New Telegraph

February 26, 2024

Anti-people Policies Worsening Poverty Conundrum

The World Bank report, titled: ‘A Better Future for All Nigerians: Nigeria Poverty Assessment (2022)’ the factors of sluggish economic growth, low human capital, labour market weaknesses, as well as exposure to shock were specifically highlighted as holding Nigeria’s poverty reduction back. According to the report, which brings together the evidence on the profile and drivers of poverty in Nigeria, as many as 4 in 10 Nigerians live below the national poverty line.

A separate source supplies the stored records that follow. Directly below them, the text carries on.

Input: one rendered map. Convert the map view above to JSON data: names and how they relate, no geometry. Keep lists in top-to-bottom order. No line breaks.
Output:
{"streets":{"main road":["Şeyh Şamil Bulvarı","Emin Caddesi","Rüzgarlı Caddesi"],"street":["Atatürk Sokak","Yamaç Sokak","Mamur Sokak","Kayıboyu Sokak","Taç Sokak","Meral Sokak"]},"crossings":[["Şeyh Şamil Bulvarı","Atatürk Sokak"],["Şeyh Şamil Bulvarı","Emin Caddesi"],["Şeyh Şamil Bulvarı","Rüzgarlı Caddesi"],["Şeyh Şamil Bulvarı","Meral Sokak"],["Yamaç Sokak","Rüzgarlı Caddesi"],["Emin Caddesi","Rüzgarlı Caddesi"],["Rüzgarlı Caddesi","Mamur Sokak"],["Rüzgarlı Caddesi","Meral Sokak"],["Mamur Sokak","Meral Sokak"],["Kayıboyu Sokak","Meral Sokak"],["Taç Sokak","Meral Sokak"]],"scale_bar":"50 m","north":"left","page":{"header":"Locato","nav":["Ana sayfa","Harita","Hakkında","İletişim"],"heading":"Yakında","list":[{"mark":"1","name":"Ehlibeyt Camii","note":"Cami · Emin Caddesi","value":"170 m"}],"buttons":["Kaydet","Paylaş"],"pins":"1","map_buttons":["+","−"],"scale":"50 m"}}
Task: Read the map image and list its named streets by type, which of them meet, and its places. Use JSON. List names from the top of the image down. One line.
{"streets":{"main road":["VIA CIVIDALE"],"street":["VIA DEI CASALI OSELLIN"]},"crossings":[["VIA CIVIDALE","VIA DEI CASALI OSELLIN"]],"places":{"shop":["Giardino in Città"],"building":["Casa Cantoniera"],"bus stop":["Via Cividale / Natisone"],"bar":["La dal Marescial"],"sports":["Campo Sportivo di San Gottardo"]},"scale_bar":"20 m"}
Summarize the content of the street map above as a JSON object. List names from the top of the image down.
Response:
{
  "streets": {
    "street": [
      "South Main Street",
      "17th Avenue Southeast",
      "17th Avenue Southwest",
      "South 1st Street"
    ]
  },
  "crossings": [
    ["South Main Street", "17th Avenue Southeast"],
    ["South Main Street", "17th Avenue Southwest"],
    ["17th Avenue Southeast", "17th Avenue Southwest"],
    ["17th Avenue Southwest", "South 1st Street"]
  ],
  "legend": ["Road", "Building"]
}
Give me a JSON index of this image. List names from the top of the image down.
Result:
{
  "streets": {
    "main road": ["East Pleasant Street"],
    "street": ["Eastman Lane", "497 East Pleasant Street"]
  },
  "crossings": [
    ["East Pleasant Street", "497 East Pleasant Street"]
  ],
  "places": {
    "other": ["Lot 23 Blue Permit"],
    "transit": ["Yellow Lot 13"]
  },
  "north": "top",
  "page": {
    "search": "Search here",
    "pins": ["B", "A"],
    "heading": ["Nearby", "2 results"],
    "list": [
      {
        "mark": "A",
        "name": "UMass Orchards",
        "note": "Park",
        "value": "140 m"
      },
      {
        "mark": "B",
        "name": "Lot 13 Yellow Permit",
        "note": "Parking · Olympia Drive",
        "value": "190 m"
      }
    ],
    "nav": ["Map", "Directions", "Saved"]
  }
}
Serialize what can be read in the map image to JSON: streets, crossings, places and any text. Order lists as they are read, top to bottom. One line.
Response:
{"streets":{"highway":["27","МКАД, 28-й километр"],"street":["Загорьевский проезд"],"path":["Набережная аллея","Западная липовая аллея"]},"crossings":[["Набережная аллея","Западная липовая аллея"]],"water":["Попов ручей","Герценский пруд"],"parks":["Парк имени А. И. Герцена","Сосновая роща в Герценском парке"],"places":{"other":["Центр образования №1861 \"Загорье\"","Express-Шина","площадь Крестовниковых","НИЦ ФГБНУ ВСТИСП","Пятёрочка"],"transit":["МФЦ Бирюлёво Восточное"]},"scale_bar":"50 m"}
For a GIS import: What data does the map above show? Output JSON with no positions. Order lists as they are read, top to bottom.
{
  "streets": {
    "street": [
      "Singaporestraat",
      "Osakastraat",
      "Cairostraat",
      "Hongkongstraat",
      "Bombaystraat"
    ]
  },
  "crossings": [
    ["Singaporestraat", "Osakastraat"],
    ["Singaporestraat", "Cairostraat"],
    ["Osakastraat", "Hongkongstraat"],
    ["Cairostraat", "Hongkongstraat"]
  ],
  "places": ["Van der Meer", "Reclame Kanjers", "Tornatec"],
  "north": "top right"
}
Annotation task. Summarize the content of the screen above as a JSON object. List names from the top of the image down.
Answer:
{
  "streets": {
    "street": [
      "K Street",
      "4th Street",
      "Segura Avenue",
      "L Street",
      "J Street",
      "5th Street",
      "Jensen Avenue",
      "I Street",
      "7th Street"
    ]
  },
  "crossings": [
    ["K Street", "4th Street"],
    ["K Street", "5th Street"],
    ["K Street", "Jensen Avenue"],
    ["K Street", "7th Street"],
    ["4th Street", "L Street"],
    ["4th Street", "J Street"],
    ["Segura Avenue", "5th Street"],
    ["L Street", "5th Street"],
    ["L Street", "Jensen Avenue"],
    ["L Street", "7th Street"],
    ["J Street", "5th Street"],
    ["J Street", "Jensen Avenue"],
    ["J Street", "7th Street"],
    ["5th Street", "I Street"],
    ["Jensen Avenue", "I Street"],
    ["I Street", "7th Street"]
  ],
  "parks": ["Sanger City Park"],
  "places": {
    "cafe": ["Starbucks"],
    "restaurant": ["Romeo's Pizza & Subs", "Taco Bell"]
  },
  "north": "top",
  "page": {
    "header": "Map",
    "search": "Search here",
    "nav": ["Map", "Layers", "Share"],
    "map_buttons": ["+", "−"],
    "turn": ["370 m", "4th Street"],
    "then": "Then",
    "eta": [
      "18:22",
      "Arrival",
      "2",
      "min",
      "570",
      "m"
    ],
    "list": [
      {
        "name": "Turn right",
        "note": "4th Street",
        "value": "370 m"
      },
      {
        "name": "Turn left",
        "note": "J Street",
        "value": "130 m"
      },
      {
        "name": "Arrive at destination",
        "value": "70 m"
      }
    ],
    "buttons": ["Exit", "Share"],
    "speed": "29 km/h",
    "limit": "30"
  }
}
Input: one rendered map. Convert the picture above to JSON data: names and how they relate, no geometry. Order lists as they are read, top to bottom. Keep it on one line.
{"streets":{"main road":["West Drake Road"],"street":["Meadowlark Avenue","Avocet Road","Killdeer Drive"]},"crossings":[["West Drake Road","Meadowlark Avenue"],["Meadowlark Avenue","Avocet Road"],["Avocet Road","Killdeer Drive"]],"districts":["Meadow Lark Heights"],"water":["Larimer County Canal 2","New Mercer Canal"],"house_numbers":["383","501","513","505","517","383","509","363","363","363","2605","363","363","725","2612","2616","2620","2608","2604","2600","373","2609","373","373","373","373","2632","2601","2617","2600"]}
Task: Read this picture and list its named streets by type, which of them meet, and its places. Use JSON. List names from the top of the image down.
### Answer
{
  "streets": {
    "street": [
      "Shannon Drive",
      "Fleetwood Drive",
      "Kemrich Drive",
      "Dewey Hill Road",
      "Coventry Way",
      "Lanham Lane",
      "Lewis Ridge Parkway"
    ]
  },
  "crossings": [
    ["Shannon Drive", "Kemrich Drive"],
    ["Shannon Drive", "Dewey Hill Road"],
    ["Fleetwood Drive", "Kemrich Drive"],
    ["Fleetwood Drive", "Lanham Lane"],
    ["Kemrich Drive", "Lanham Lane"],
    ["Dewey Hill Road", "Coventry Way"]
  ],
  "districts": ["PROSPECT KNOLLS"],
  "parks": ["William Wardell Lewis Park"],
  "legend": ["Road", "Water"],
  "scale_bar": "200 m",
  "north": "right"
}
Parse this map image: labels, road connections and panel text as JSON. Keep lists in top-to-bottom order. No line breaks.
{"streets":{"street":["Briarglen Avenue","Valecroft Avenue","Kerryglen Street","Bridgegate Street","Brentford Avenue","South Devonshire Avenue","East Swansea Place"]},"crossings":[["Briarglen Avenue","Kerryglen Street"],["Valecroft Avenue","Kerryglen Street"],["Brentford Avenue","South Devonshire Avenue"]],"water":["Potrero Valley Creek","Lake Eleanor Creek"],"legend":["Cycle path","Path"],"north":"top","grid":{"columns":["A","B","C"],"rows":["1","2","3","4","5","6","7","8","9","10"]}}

Many Nigerians – especially in the country’s north – also lack education and access to basic infrastructure, such as electricity, safe drinking water, and improved sanitation. That was on March 22, 2022. But over a year later, the situation is not getting much better. Our increasing concern is therefore predicated on some new policies that the President Bola Tinubu-led administration has come up with, which if not handled with utmost caution could lead many more Nigerians into the pitiable pit of poverty.

First amongst these was the removal of fuel subsidy in the absence of cushioning palliatives, with fuel price rising from N189 per litre up to N560 and more per litre! This has led of course, to the attendant spiralling costs of transportation, food items and other consumables. In fact, in January 2023, the headline inflation rate rose to 21.82 per cent compared to 21.34 per cent as at December 2022; and reached an over 18-year high of 26.7% in September 2023, up from August’s 25.8%, 2023 according to the National Bureau of Statistics (NBS).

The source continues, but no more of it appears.